« Sois prudente là-bas. Le FBI enquête sur les Américains ayant des liens avec la Russie. Tu devrais peut-être supprimer ton compte Facebook ». C’est ainsi que mon grand-père m'a fait ses adieux à San-Francisco alors que je faisais mes premiers pas pour déménager à Saint-Pétersbourg, en Russie. Mais la Russie qu'il imagine - cœurs froids, visages froids, temps froid - est très différente de celle dans laquelle je suis tombée.
Désapprendre l'Amérique
Les souvenirs de la guerre froide ont malheureusement donné à de nombreux Américains une vision très négative de la Russie. Pourquoi les Russes ne sourient-ils pas ? Qu'en est-il de la corruption ? Et la vodka ? Cette vision sans nuance est en grande partie basée sur des stéréotypes de méchants de films.

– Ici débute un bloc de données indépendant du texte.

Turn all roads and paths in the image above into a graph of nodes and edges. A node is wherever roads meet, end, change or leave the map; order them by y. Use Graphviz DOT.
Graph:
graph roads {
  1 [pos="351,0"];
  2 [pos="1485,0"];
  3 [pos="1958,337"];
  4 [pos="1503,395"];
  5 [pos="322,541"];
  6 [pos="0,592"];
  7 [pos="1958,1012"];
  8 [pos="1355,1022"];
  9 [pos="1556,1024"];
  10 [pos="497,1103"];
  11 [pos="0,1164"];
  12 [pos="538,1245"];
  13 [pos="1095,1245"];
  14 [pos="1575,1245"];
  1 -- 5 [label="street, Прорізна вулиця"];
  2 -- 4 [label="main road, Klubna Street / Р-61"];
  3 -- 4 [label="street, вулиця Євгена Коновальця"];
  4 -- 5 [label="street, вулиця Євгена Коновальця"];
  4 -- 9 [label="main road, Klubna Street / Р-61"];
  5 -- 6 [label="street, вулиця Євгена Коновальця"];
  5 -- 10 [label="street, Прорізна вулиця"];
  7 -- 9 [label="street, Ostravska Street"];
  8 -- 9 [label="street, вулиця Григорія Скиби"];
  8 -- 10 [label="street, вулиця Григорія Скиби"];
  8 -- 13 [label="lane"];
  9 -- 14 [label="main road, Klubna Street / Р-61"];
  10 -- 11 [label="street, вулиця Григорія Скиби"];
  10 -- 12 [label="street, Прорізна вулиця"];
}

Il y a peu de temps, j'ai discuté avec une famille américaine de la Seconde Guerre mondiale et de la raison pour laquelle la capitulation nazie était encore si largement célébrée en Russie. « Nous avons gagné cette guerre, ont-ils déclaré catégoriquement. Ils n’y seraient arrivés si on n’avait pas été là ». J'ai essayé d’expliquer qu’ils n’avaient appris qu’un seul côté de l’histoire de la guerre, et que l’Union soviétique avait subi près de cinq fois plus de pertes que les USA. Mais sans succès.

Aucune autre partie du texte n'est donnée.